Conversamos também com Lara Merellis. Criança assentada da Reforma Agrária que participou de todo o processo de preparação do 1º Encontro Nacional das Crianças Sem Terrinha e estará em Brasília nas atividades de 28 a 31 de maio.

Oi, Lara! Fale um pouco sobre o que você faz, como é a sua vida?

Eu vou pra escola, aí chego meio dia, faço minha tarefa de casa quando tem, faço meu trabalho de casa, depois eu brinco, depois na hora de dormir eu leio um pouco e depois vou dormir.

Me conta um pouco da sua história com o Sem Terrinha?

Participei já de muitos encontros Sem Terrinha. Já fui coordenadora do encontro de Sem Terrinha. A gente brincava, aprendia muitas coisas. Que quando a gente quer, quando estamos lutando por alguma coisa, não podemos parar de lutar por aquilo, a gente tem que continuar lutando.

Você disse que foram vários encontros do Sem Terrinha, o que mais você aprendeu?

Tem… deixa eu pensar… tem muitas crianças que sofrem violências físicas, verbais, um monte de coisas. E que a gente tem que lutar para que essas crianças não sofram essas violências mais.

E o que os Sem Terrinha podem fazer para essas crianças não sofrerem mais?

 

Lutar. A gente vai pra rua, ocupar os lugares. Ano passado a gente foi ocupar a SEDU (Secretaria de Estado da Educação) para que a nossa e as outras escolas não fossem fechadas. A gente fazia palavra de ordem, cantava.. um monte de coisas.

Me fala sobre as suas expectativas para encontro das Crianças Sem Terrinha?

Conhecer várias outras crianças Sem Terrinhas, aprender mais coisas do que eu já sei e ensinar também. Animação e meus quatro amigos.

E como é ser uma criança Sem Terrinha?

As crianças Sem Terrinhas elas vão pra rua, lutar pelos nossos direitos.
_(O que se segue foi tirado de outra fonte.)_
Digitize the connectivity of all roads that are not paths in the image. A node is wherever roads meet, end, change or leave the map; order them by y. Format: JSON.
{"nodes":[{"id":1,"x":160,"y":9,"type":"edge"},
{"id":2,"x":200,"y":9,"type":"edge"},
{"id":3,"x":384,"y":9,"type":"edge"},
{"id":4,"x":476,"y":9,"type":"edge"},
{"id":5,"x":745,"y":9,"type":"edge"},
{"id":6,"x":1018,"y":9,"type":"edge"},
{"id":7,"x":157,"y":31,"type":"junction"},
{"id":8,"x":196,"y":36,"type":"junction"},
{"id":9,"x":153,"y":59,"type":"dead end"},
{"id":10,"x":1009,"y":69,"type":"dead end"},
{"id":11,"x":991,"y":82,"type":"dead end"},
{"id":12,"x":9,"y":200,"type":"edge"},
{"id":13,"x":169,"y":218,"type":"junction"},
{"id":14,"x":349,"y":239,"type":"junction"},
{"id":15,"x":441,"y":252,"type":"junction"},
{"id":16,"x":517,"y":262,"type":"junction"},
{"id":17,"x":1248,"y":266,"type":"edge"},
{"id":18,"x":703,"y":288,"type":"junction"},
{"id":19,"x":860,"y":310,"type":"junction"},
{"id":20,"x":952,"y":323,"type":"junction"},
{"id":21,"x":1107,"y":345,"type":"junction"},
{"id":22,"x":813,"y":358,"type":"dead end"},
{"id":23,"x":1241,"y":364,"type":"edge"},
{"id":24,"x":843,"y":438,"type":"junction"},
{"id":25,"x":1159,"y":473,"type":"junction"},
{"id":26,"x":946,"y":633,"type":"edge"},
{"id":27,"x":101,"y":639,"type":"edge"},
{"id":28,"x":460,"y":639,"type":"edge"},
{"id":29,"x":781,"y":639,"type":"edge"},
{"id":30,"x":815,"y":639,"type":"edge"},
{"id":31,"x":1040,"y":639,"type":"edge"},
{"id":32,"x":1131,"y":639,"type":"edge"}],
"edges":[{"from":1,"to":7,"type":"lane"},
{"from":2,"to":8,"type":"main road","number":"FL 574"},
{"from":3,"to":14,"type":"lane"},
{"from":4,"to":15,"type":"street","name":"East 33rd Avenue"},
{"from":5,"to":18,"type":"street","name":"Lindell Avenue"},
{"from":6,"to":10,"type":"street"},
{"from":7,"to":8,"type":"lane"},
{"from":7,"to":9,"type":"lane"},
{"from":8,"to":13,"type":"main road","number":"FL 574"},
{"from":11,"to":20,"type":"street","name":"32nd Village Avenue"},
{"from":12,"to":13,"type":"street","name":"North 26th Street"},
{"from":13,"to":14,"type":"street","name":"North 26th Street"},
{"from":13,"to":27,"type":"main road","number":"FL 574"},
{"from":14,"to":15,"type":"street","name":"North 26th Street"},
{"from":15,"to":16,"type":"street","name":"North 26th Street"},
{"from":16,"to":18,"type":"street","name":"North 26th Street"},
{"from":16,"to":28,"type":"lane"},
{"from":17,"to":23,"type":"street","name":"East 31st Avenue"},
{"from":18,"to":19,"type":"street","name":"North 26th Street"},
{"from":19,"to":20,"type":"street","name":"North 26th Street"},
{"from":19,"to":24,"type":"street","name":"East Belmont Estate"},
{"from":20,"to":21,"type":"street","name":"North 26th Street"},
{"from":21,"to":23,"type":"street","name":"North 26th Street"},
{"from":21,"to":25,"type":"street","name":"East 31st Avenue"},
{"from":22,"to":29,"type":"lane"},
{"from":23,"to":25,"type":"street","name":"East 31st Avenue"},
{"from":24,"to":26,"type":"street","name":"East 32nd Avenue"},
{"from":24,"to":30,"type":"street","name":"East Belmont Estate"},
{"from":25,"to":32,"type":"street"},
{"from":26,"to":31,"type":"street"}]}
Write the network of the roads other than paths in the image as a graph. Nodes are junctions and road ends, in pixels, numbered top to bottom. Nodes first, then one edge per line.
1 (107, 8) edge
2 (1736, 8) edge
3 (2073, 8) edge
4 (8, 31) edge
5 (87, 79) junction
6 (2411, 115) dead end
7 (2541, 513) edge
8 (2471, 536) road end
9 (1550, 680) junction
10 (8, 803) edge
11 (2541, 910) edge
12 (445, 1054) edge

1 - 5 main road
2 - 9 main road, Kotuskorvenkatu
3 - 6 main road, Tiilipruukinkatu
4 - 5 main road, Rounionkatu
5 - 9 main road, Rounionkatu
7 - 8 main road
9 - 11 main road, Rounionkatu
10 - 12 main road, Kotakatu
Estuda na escola do assentamento, faz a formação, trabalha…

Vocês trabalham?

Sim, nos setores na escola. Os adultos só acompanham, nós é que fazemos tudo. Sou do setor de agropecuária. A gente organiza as ferramentas e também planeja as aulas de agropecuária.

Vocês plantam? O que vocês costumam plantar? Para que?

Sim, cenoura, beterraba, coentro, alface, couve… Pra gente comer na escola, uma alimentação saudável.

Na sua opinião isso é importante?

É sim, porque enquanto algumas pessoas que tem muita comida desperdiçam. A outras não têm nada só ficam comendo as comidas que são do lixo. Além disso, a gente planta e não bota veneno, a gente usa adubo orgânico.

E por que isso é importante?

Para nossa saúde. Pra que a gente cresça saudável, feliz e não fique doente.